Data records:
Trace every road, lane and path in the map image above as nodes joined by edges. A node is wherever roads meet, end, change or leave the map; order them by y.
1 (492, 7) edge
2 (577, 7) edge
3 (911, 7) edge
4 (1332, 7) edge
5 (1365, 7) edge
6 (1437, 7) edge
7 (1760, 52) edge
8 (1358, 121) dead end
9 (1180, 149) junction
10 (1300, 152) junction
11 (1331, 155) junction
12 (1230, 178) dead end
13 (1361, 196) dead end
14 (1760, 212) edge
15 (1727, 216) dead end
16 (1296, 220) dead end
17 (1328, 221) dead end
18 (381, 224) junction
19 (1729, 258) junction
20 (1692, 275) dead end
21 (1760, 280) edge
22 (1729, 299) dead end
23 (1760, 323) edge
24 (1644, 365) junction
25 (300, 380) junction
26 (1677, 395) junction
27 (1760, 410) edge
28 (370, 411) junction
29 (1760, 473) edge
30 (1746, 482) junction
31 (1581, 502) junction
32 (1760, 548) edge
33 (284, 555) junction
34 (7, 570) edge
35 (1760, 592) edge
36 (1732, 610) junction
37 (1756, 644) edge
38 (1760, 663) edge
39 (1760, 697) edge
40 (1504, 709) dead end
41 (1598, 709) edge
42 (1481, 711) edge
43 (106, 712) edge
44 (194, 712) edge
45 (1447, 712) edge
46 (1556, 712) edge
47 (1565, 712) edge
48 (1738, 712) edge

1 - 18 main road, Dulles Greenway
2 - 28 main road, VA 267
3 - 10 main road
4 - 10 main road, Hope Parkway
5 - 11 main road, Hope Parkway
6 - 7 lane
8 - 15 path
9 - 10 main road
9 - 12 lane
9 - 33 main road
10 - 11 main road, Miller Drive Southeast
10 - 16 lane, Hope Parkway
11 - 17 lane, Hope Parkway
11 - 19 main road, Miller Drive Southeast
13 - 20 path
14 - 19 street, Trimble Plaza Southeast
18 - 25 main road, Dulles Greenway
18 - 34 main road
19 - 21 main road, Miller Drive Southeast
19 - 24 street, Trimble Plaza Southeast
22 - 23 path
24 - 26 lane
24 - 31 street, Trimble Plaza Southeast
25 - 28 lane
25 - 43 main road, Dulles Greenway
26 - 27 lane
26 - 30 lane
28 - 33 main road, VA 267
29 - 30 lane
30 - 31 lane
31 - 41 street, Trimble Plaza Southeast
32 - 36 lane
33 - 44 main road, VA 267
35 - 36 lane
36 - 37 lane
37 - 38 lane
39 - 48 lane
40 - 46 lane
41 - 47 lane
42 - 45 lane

Exercise brief:
Number of lines above with the word "Drive": state it alone.

Solution to the problem:
3